When I look at the Mariners’ rotation heading into this season, I see a ton of talent but also a ton of question marks, much as I did with the Rangers’ lineup. Beyond Felix Hernandez and Hisashi Iwakuma, who will both be great all year long, Seattle’s rotation isn’t really proven enough for me to think without a doubt that they are headed for big things this year. James Paxton and Taijuan Walker have a ton of potential, and have shown flashes of greatness before, but they have been too inconsistent to have an idea of what to expect from them in 2016. Beyond their pitching, the Mariners also leave a lot to be desired in their overall lineup, as other than players such as Nelson Cruz, Robinson Cano and Kyle Seager, I don’t see a lot of pop in their everyday 1-9. For all of those reasons, I feel that it is going to turn out to be another disappointing season in Seattle.
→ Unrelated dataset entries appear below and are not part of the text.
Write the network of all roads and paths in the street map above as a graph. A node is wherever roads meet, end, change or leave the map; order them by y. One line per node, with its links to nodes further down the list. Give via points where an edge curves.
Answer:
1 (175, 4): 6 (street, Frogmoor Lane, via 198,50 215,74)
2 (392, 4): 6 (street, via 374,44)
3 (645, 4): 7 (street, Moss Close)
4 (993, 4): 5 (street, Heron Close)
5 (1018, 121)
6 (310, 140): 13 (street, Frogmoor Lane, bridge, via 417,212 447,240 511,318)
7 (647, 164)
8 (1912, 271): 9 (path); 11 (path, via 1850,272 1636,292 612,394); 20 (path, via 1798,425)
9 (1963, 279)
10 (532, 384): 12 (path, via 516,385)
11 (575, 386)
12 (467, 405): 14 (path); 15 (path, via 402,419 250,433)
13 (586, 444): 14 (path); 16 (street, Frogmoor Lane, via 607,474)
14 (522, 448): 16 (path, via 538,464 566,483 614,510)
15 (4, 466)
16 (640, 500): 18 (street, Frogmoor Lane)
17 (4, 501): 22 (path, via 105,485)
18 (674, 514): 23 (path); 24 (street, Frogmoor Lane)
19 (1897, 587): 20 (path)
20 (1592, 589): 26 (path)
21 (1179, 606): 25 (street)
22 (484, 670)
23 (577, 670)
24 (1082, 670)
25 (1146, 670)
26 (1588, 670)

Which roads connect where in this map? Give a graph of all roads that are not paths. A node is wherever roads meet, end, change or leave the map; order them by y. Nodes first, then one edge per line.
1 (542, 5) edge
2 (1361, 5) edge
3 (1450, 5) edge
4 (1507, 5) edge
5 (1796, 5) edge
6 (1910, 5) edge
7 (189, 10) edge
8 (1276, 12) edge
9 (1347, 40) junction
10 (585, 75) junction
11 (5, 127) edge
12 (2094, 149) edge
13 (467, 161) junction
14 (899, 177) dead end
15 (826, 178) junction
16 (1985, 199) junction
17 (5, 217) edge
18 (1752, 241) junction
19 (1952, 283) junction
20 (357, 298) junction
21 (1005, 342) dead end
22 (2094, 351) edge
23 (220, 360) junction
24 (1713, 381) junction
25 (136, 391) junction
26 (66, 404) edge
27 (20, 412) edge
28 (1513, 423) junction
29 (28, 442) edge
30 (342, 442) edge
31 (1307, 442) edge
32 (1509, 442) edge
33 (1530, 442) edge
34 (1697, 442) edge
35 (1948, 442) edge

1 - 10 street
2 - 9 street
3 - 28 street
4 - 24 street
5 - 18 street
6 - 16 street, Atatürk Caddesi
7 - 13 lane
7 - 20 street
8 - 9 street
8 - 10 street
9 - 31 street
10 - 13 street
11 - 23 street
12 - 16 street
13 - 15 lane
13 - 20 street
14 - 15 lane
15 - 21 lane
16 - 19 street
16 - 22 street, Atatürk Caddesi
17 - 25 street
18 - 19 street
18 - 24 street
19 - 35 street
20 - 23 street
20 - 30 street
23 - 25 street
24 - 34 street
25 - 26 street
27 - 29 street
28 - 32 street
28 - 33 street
Finally on my list of picks in the American League divisional races in 2016, I have the Athletics finishing at a dismal last place in the west. While the pickup of Fernando Rodney will go a long way in further improving their already decent bullpen, their starting rotation begins and ends with Sonny Gray, who I see as having another Cy Young conversation season. With the unfortunate loss of Jarrod Parker due to another arm injury, I don’t see a lot of options for their rotation that will be overpowering. More of the same holds true for the offensive side of their roster. To me, although they have a few impact bats such as Billy Butler and Josh Reddick, along with 2015 breakouts Stephen Vogt and Billy Burns, they simply don’t have good enough pitching or hitting for them to perform at a competitive level in the division they are in. Ever since losing Yoenis Cespedes and Josh Donaldson, the A’s just haven’t been the same.